Many analysts before the silver "flash crash" were calling for prices as high as $130 and a silver:gold ratio of 17:1. Then the parabolic rally ran out of steam as the gold:silver ratio rose to 40, the CME raised the amount of money a trader has to put down to own a 5,000 ounce silver contract three times in a week and as the traders betting against silver's rally dragged down prices.
The next stop for silver is uncertain. It is a volatile and thinly traded market, which was the main reason for recent margin hikes, but $37.87 where the rally started from, to $49.82, where the rally ended, is a wide trading range. Is $49.82 the best it will get for silver?

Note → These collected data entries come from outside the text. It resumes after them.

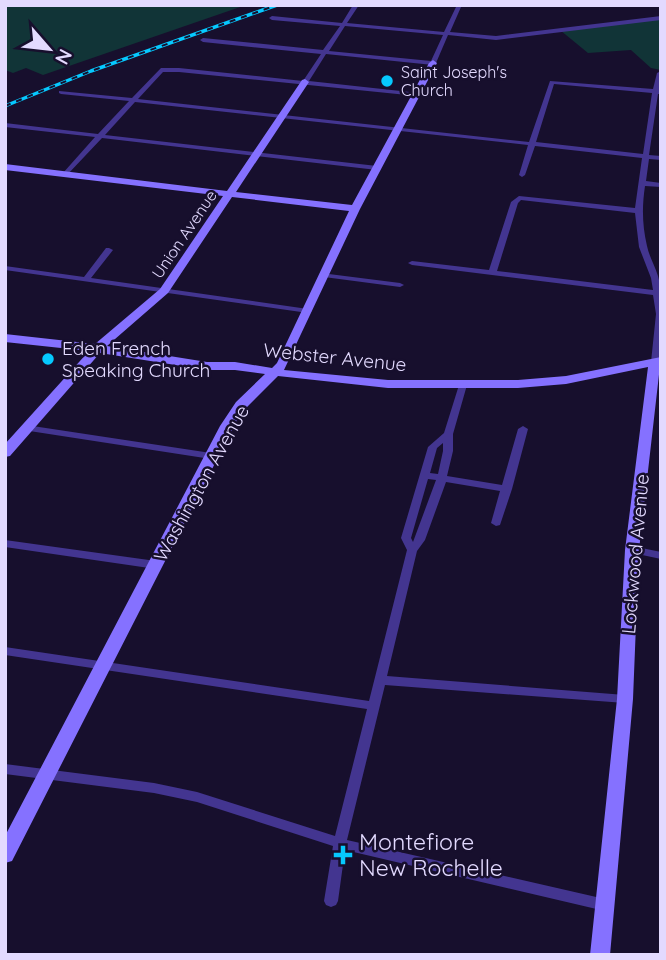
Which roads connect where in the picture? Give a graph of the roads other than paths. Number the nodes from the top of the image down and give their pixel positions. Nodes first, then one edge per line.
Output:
1 (356, 5) edge
2 (439, 5) edge
3 (496, 5) edge
4 (459, 6) edge
5 (272, 18) dead end
6 (661, 18) edge
7 (342, 25) junction
8 (448, 34) junction
9 (204, 40) dead end
10 (324, 52) junction
11 (433, 63) junction
12 (660, 73) edge
13 (305, 82) junction
14 (61, 92) dead end
15 (658, 92) edge
16 (417, 94) junction
17 (132, 100) junction
18 (283, 116) junction
19 (5, 125) edge
20 (400, 129) junction
21 (98, 136) junction
22 (533, 144) junction
23 (257, 153) junction
24 (647, 156) junction
25 (661, 158) edge
26 (5, 167) edge
27 (377, 168) junction
28 (65, 174) junction
29 (522, 175) dead end
30 (641, 183) junction
31 (661, 185) edge
32 (229, 194) junction
33 (355, 209) junction
34 (638, 211) junction
35 (109, 250) dead end
36 (412, 263) dead end
37 (5, 268) edge
38 (492, 273) junction
39 (324, 275) junction
40 (86, 279) junction
41 (400, 285) dead end
42 (164, 291) junction
43 (657, 293) junction
44 (308, 311) junction
45 (5, 338) edge
46 (96, 350) junction
47 (658, 361) edge
48 (275, 372) junction
49 (463, 385) junction
50 (26, 428) junction
51 (523, 429) dead end
52 (447, 434) junction
53 (8, 446) edge
54 (211, 456) junction
55 (424, 475) junction
56 (442, 478) junction
57 (507, 489) junction
58 (496, 523) dead end
59 (5, 543) edge
60 (412, 550) junction
61 (632, 550) junction
62 (661, 556) edge
63 (156, 565) junction
64 (5, 651) edge
65 (101, 667) junction
66 (381, 680) junction
67 (625, 699) junction
68 (374, 706) junction
69 (5, 769) edge
70 (47, 775) junction
71 (340, 843) junction
72 (5, 855) edge
73 (331, 901) dead end
74 (605, 905) junction
75 (600, 955) edge

1 - 7 street, Union Avenue
2 - 4 street
3 - 4 street
4 - 8 street, Washington Avenue
5 - 7 street
6 - 8 street
7 - 8 street
7 - 10 street, Union Avenue
8 - 11 street, Washington Avenue
9 - 10 street
10 - 11 street
10 - 13 street, Union Avenue
11 - 16 street, Washington Avenue
12 - 15 street, Lockwood Avenue
13 - 16 street
13 - 17 street
13 - 18 street, Union Avenue
14 - 17 street
15 - 22 street
15 - 24 street, Lockwood Avenue
16 - 20 street, Washington Avenue
17 - 18 street
17 - 21 street
18 - 20 street
18 - 23 street, Union Avenue
19 - 21 street
20 - 22 street
20 - 27 street, Washington Avenue
21 - 23 street
21 - 28 street
22 - 24 street
22 - 29 street
23 - 27 street
23 - 32 street, Union Avenue
24 - 25 street
24 - 30 street, Lockwood Avenue
26 - 28 street
27 - 33 street, Washington Avenue
28 - 32 street
30 - 31 street
30 - 34 street, Lockwood Avenue
32 - 33 street
32 - 42 street, Union Avenue
33 - 39 street, Washington Avenue
34 - 38 street
34 - 43 street, Lockwood Avenue
35 - 40 street
36 - 38 street
37 - 40 street
38 - 43 street
39 - 41 street
39 - 44 street, Washington Avenue
40 - 42 street
42 - 44 street
42 - 46 street, Union Avenue
43 - 47 street, Lockwood Avenue
44 - 48 street, Washington Avenue
45 - 46 street, Webster Avenue
46 - 48 street, Webster Avenue
46 - 50 street, Union Avenue
47 - 49 street, Webster Avenue
47 - 61 street, Lockwood Avenue
48 - 49 street, Webster Avenue
48 - 54 street, Washington Avenue
49 - 52 street
50 - 53 street, Union Avenue
50 - 54 street
51 - 57 street
52 - 55 street
52 - 56 street
54 - 63 street, Washington Avenue
55 - 56 street
55 - 60 street
56 - 57 street
56 - 60 street
57 - 58 street
59 - 63 street
60 - 66 street
61 - 62 street
61 - 67 street, Lockwood Avenue
63 - 65 street, Washington Avenue
64 - 65 street
65 - 68 street
65 - 70 street, Washington Avenue
66 - 67 street
66 - 68 street
67 - 74 street, Lockwood Avenue
68 - 71 street
69 - 70 street
70 - 71 street
70 - 72 street, Washington Avenue
71 - 73 street
71 - 74 street
74 - 75 street, Lockwood Avenue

Jeffrey Christian, managing director of the CPM Group, says silver has hit its top, for now. "We think you will see more weakness over the next few weeks." The CPM Group has been calling for a peak price of $42 in April and May and Christian says the majority of the rally was short covering and liquidation in the May futures contract. The long positions in the May contract are now rolled over into July, so come mid-June, Christian believes silver could see another big spike "if it does, then the bullishness will continue ... if we don't take out new highs....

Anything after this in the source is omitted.